By Michelle Andrews
Kaiser Health News
WWR Article Summary (tl;dr) Advocates of direct primary care believe their prospects are bright because the new Republican administration favors market-driven approaches to health care. The plan introduced by Health and Human Services Secretary Tom Price when he was in Congress would allow people to pay monthly fees for direct primary care with funds from health savings accounts.
Kaiser Health News
Back in the day, people paid for routine primary care on their own and used insurance only when something serious came up.
Some primary care doctors are betting that model can thrive again through a monthly subscription for routine care and a high-deductible insurance policy to take care of the big stuff.
But the changes raise questions about whether the approach really leads to more effective and efficient health care.
It’s easy to understand the appeal of “direct primary care,” as it’s called, for doctors and patients. Doctors charge a monthly fee, generally from $50 to $150, to provide routine clinical care and consultation, sometimes including basic lab work and tests. Patients who need other care, an MRI or surgery, for example, would be covered by their insurance policy, if they have one.

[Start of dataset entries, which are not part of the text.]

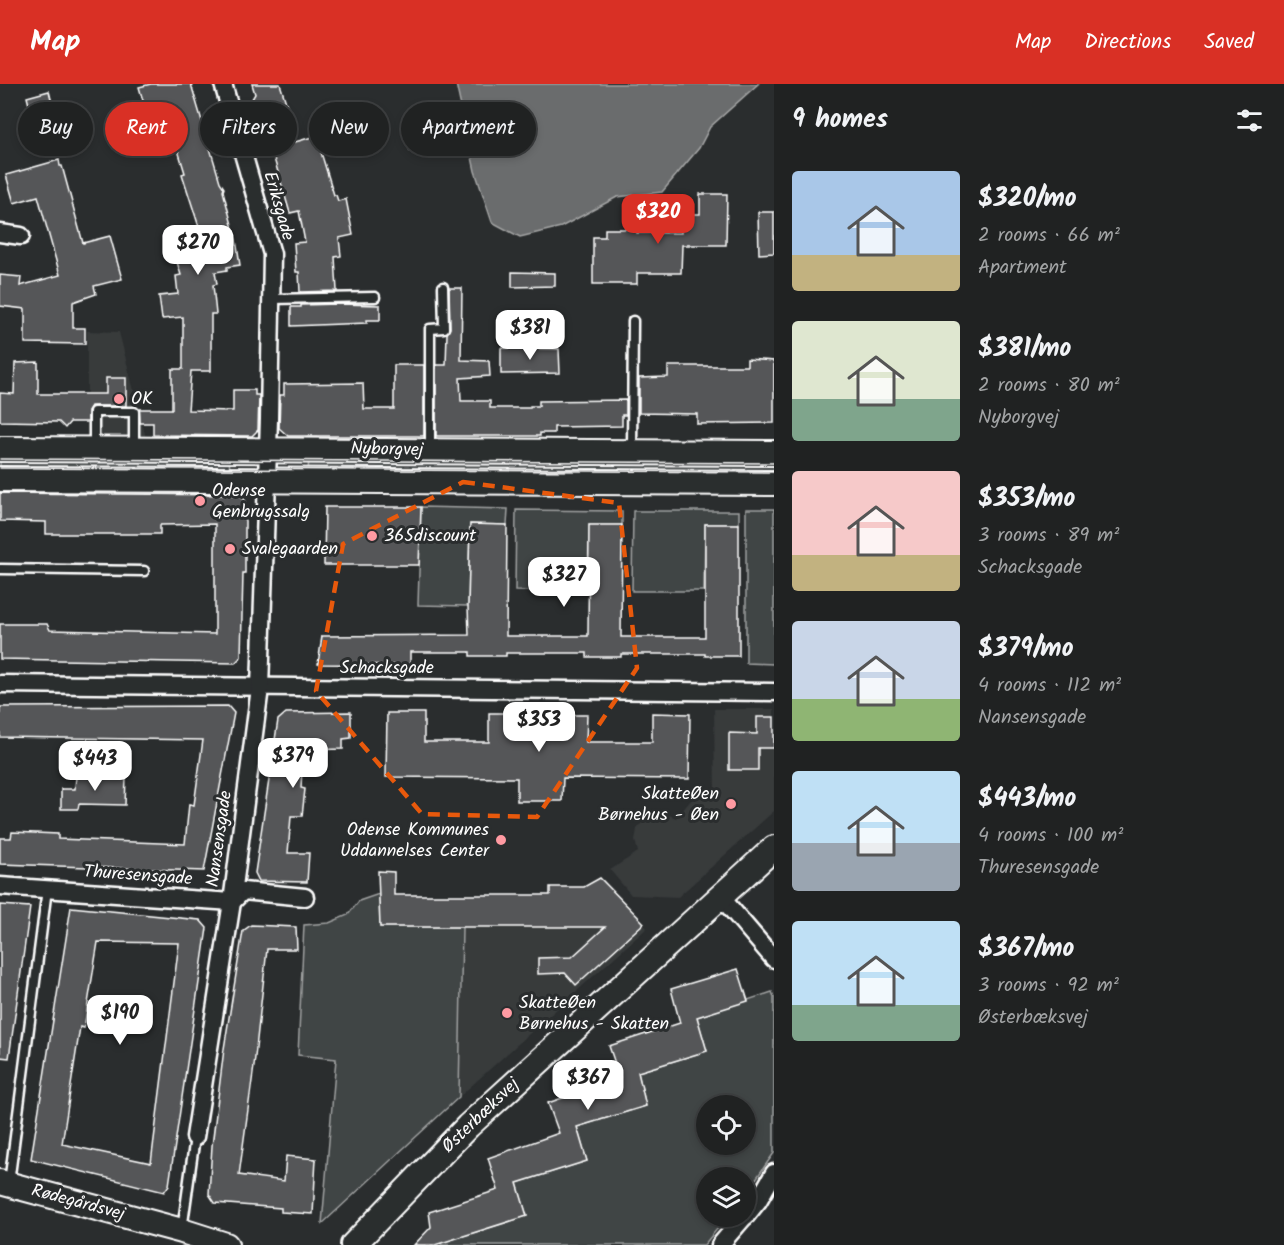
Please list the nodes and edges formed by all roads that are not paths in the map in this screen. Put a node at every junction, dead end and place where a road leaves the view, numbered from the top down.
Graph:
1 (223, 84) edge
2 (0, 232) edge
3 (21, 236) dead end
4 (443, 287) dead end
5 (375, 297) dead end
6 (271, 299) junction
7 (633, 321) dead end
8 (0, 449) edge
9 (268, 449) junction
10 (94, 450) junction
11 (134, 450) junction
12 (430, 451) junction
13 (632, 453) junction
14 (774, 453) edge
15 (0, 479) edge
16 (267, 481) junction
17 (774, 483) edge
18 (0, 569) edge
19 (144, 572) dead end
20 (0, 684) edge
21 (260, 688) junction
22 (774, 692) edge
23 (774, 848) edge
24 (0, 886) edge
25 (47, 889) junction
26 (305, 897) dead end
27 (721, 897) junction
28 (232, 902) junction
29 (774, 959) edge
30 (195, 1137) joint
31 (774, 1173) edge
32 (4, 1183) edge
33 (756, 1203) edge
34 (736, 1227) edge
35 (182, 1231) junction
36 (226, 1245) edge
37 (353, 1245) edge
38 (720, 1245) edge

1 - 6 street, Eriksgade
2 - 3 street
4 - 12 lane
5 - 6 lane
6 - 9 street, Eriksgade
7 - 13 lane
8 - 10 street, Nyborgvej
9 - 11 street, Nyborgvej
9 - 12 street, Nyborgvej
9 - 16 street, Nansensgade
10 - 11 street, Nyborgvej
10 - 11 lane
12 - 13 street, Nyborgvej
13 - 14 street, Nyborgvej
15 - 16 street, Nyborgvej
16 - 17 street, Nyborgvej
16 - 21 street, Nansensgade
18 - 19 lane
20 - 21 street, Schacksgade
21 - 22 street, Schacksgade
21 - 28 street, Nansensgade
23 - 27 street, Østerbæksvej
24 - 25 street, Thuresensgade
25 - 28 street, Thuresensgade
25 - 32 lane
26 - 28 street, Thuresensgade
27 - 29 street
27 - 37 street, Østerbæksvej
28 - 30 street, Nansensgade
30 - 35 lane, Nansensgade
31 - 33 street
32 - 35 street, Rødegårdsvej
34 - 38 street
35 - 36 street, Rødegårdsvej

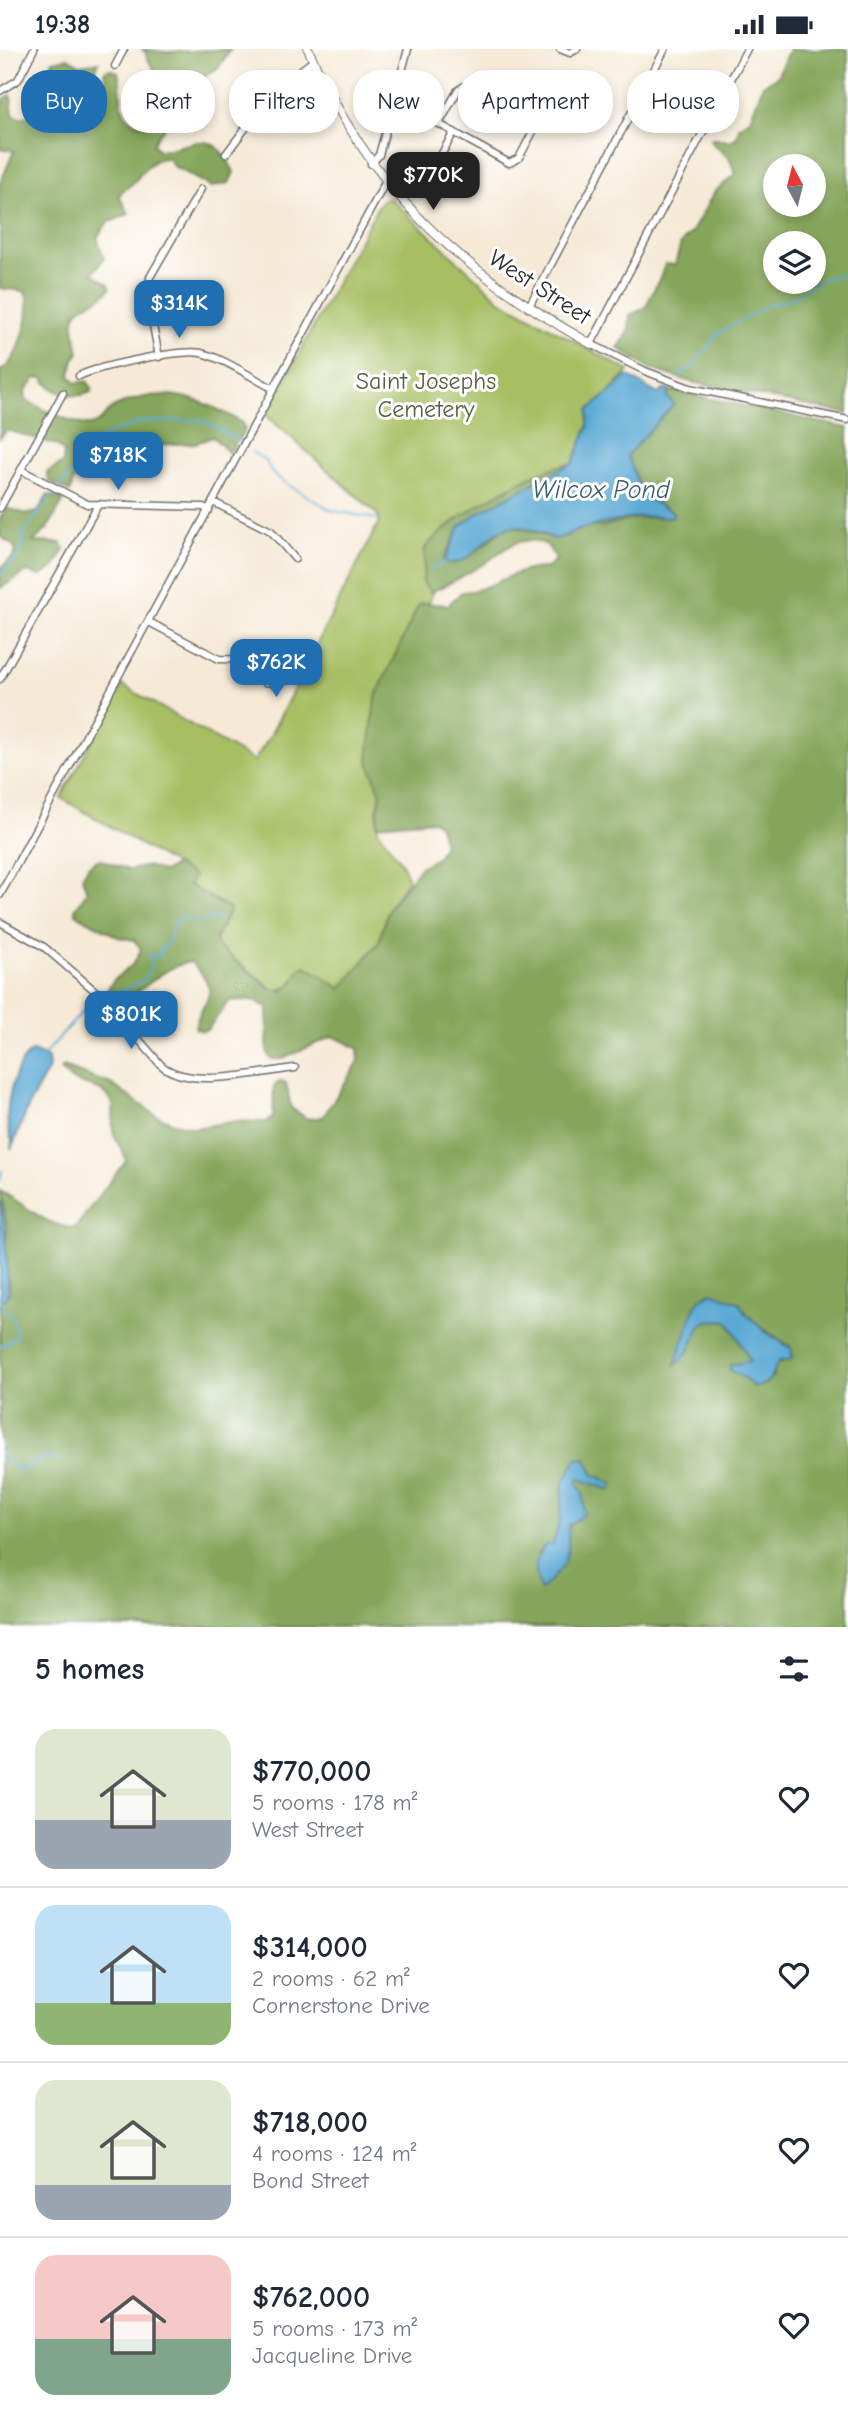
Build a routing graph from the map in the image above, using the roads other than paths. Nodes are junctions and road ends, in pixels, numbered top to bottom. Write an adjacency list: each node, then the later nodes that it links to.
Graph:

Freed from having to devote time and money to manage insurance claims, doctors say they can accept fewer patients and spend more time with them without focusing on what services are paid for.
Patients, meanwhile, may get more personalized care. They also may save money on insurance if they can pair their primary care plan with a cheaper, high-deductible policy.
Although only a fraction of primary care doctors practice this way, the proportion has grown from 2 to 3 percent in the past year, according to data from the American Academy of Family Physicians, which supports this type of practice.
Advocates of direct primary care believe their prospects are bright because the new Republican administration favors market-driven approaches to health care. The plan introduced by Health and Human Services Secretary Tom Price when he was in Congress would allow people to pay monthly fees for direct primary care with funds from health savings accounts. A bipartisan bill introduced in January for the current Congress would amend Internal Revenue Service rules to permit that.
William Bayne joined MedLion direct primary care last October. For $300 a month, the Las Vegas commercial real estate developer gets routine primary care for himself, his wife and their five children. “It’s great for the little stuff that comes up with five kids,” said Bayne, 41. They also have a comprehensive family insurance plan.
When Bayne’s 8-year-old son woke up with what looked like a big pimple on the side of his eye one morning, they called MedLion and made an appointment for 12:30 that day. But their doctor, Samir Qamar, called that morning, having seen their names on the schedule, and asked for a photo of the boy’s eye. Qamar said it looked like an oil gland in an eyelid was clogged and suggested they wait a day before coming in, because it would probably clear up on its own. It did.
Qamar used to have a high-end concierge practice in Pebble Beach, Calif., where he provided on-call primary care services.
When the Great Recession hit in 2007, he and his wife, a physician with a traditional primary care practice, decided to offer concierge-style primary care at a lower price point, Qamar said. They moved to Las Vegas and opened MedLion, which is now available in seven locations in the Las Vegas area and works with 429 affiliated physicians in 25 states.
Like many direct primary care practices, MedLion has shifted its focus from individuals to the employers who offer the service as a benefit. Workers typically pick one of their company’s regular insurance plans and add the direct primary care service if they wish to. The company pays the monthly fee for those who choose the option and may or may not pass that cost along to workers.
In perhaps the largest effort of its kind, the state of New Jersey recently kicked off a pilot program with Philadelphia-based direct primary care provider R-Health that aims to enroll at least 60,000 state employees in the first three years.
Not surprisingly, the program is particularly appealing to people with chronic conditions, said Mason Reiner, CEO of R-Health.
“Those are the folks who really need and can benefit from relationship-based primary care,” he said. “It can make a big difference for them and for the state, since so much of the cost of care is driven by these folks.”
Improving access to primary care is important, said Dr. A. Mark Fendrick, an internist who directs the Center for Value-Based Insurance Design at the University of Michigan. But he cautions that while direct primary care doctors who get a flat monthly fee aren’t motivated to provide unnecessary, low-value care, patients don’t have the same incentive. For patients, an “all-you-can-eat model” may encourage them to get care they don’t need.
“By removing fee-for-service [payments], this model is positive on the provider side,” Fendrick said. “But it isn’t nuanced enough on the patient side to get the system where we need it to be.”